When performing a migration or integration of data, one consideration that should be high on your list is translation performance. Perhaps you’re looking to translate just a small amount of data (hundreds, as opposed to thousands of records) and the impact on the systems involved will be minimal. In this case, typically little attention is given to the stress on the systems and the length of time needed to translate the entire record set.
However, when the translation of data involves thousands, or hundreds of thousands of records, serious consideration should be given to: when the data translation should occur, the volume of records being translated, what the source medium of the record set is (and how complex the source record set is) and the connection method and complexity of the target system of the record set. Typically the target system is the bottleneck during translation of data. There are many factors that contribute to this, including indexes on the target tables, look-ups that are occurring on non-indexed fields (typically for finding matching record to prevent translation of duplicate data) and the medium the translation is occurring through, such as an application API, and, if there are workflows occurring on the records that are being translated. This is just a short list of things that can significantly slow the translation process.

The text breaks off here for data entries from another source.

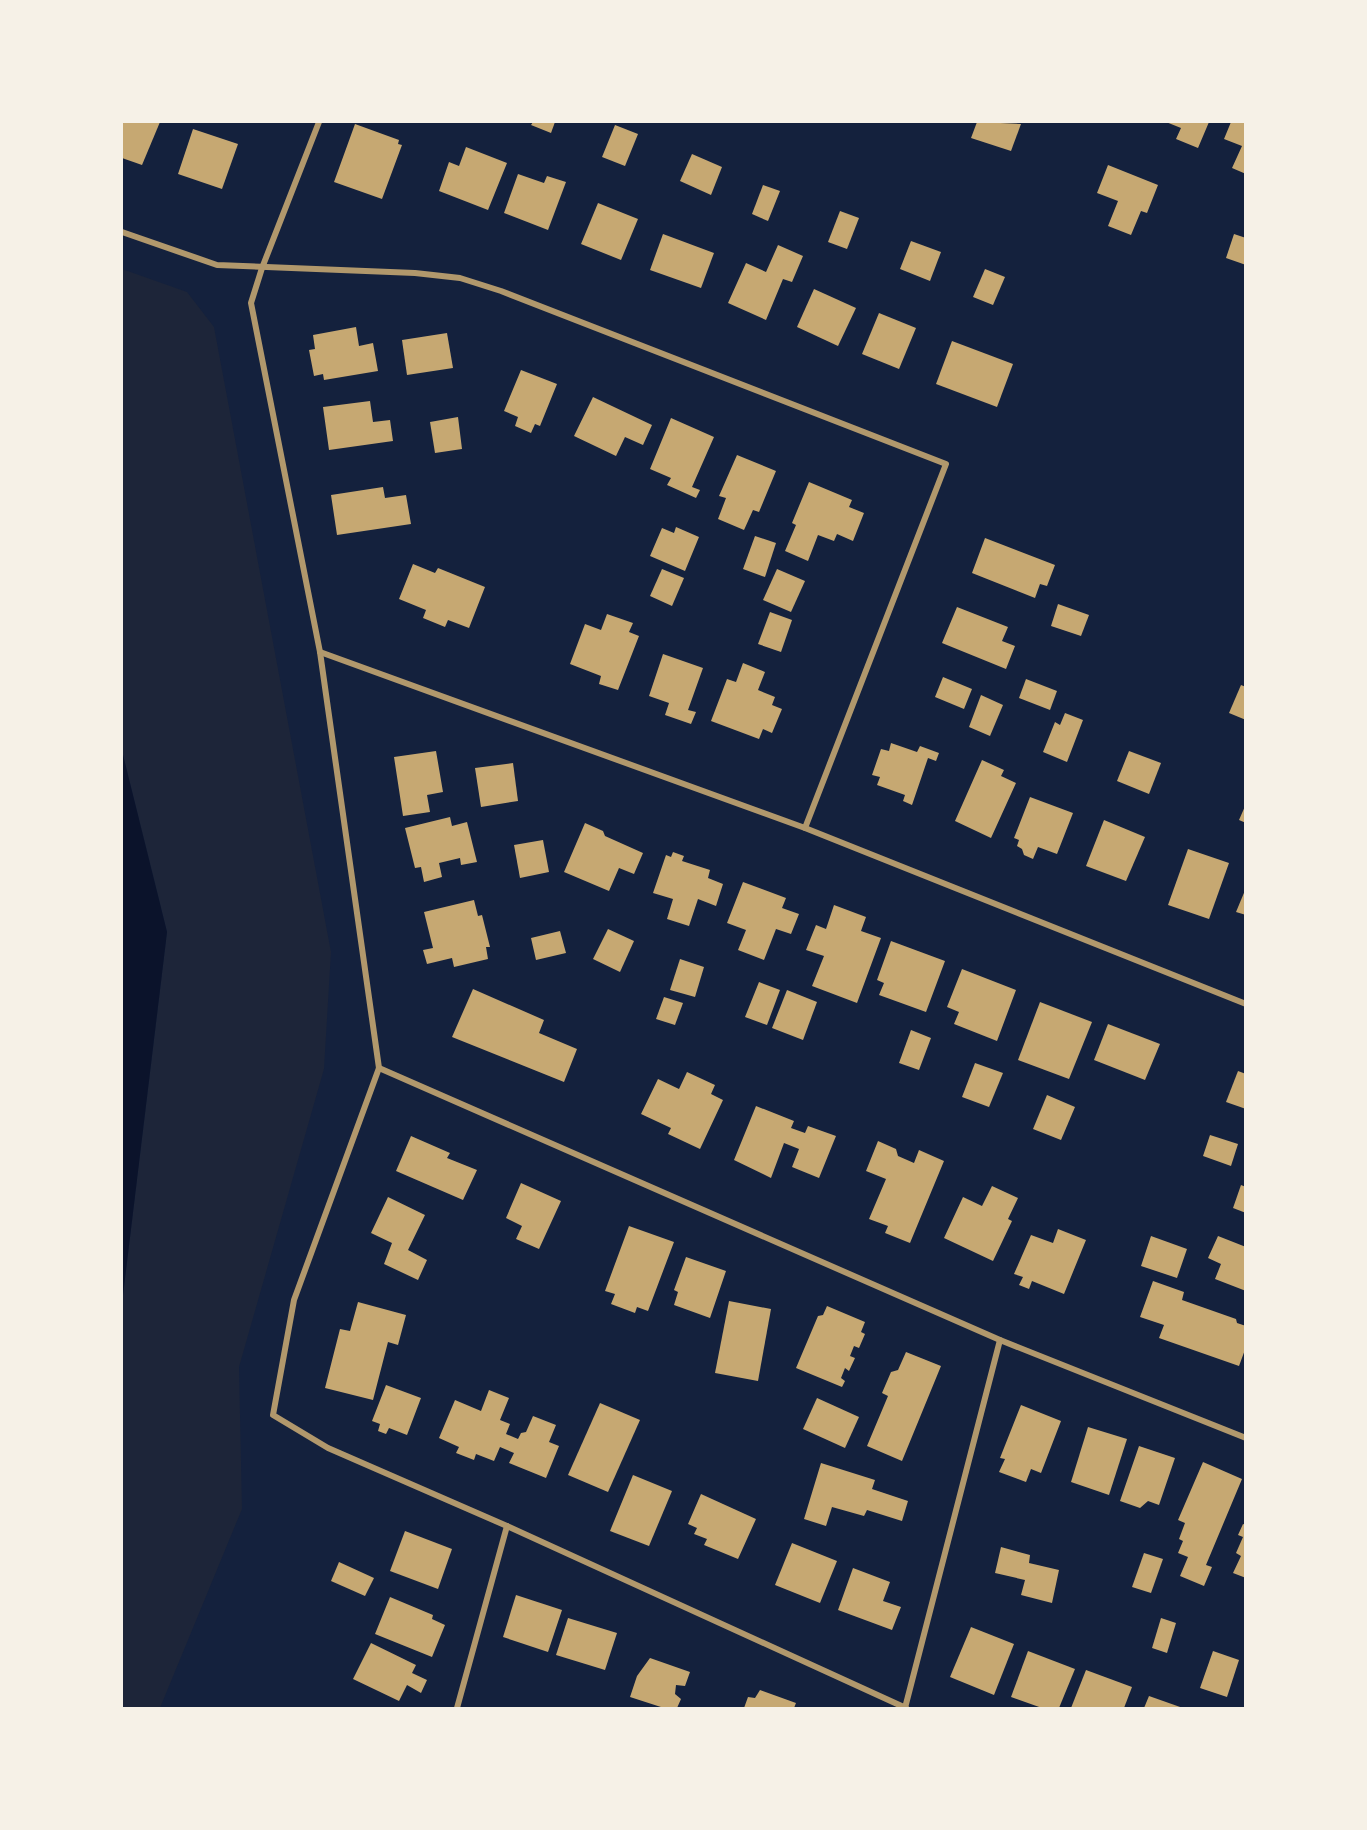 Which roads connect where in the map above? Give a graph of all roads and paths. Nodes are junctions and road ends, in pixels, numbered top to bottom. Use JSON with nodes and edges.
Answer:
{"nodes":[{"id":1,"x":319,"y":122,"type":"edge"},
{"id":2,"x":122,"y":232,"type":"edge"},
{"id":3,"x":262,"y":268,"type":"junction"},
{"id":4,"x":320,"y":652,"type":"junction"},
{"id":5,"x":805,"y":828,"type":"junction"},
{"id":6,"x":1245,"y":1004,"type":"edge"},
{"id":7,"x":379,"y":1068,"type":"junction"},
{"id":8,"x":1000,"y":1340,"type":"junction"},
{"id":9,"x":1245,"y":1438,"type":"edge"},
{"id":10,"x":507,"y":1526,"type":"junction"},
{"id":11,"x":457,"y":1708,"type":"edge"},
{"id":12,"x":905,"y":1708,"type":"edge"}],
"edges":[{"from":1,"to":3,"type":"street"},
{"from":2,"to":3,"type":"street"},
{"from":3,"to":4,"type":"street"},
{"from":3,"to":5,"type":"street"},
{"from":4,"to":5,"type":"street"},
{"from":4,"to":7,"type":"street"},
{"from":5,"to":6,"type":"street"},
{"from":7,"to":8,"type":"street"},
{"from":7,"to":10,"type":"street"},
{"from":8,"to":9,"type":"street"},
{"from":8,"to":12,"type":"street"},
{"from":10,"to":11,"type":"street"},
{"from":10,"to":12,"type":"street"}]}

What I want to talk about today is not necessarily the myriad of ways the target can be configured that may help or hurt the translation, but rather the processing of multiple records simultaneously as opposed to a single-threaded process. Because of my strong background with Scribe Insight, I’ll speak to this using the Scribe process as an example.
Let’s say you’re translating a .csv file as your source data, to Microsoft Dynamics CRM as your target. The translation is to insert new accounts, or update existing accounts. The Scribe mapping document would then use and ODBC technology to connect to the .csv file, to map as the source data. Typically you would use the Scribe adapter for Dynamics™ CRM to connect to Dynamics™ CRM as the target. The adapter connection works through the API of Dynamics CRM and will connect to any of the deployments available with Dynamics CRM (on premise, IFD, online). In this configuration, when the Scribe mapping file is run, it will query and cache the entire source record set, and then translate one record at a time to the target through the Scribe Dynamics CRM adapter. Depending on how you’ve built the mapping and what types (and how many) look-ups you are performing, this method can be somewhat laborious.
You can, however, convert this single-threaded translation method into a multi-threaded translation very easily with Scribe Insight. The trick is to use a Scribe Query Publisher to break up your source data into separate XML documents. Scribe will automatically drop those XML documents into the MSMQ. A Queue Based integration process can then be used to translate the XML data to Dynamics CRM instead of the .csv connection method. The Scribe Queue Based integration process can be assigned multiple threads, allowing multiple XML (records) to be translated simultaneously. Out of the box, you can assign seven threads, making the translation at least 7 times faster than with the single-threaded .csv source method.
If you are translating a large volume of records, translating via a multi-threaded process can save you hours of translation time and greatly lessen the impact of the systems involved. This is definitely something you should consider.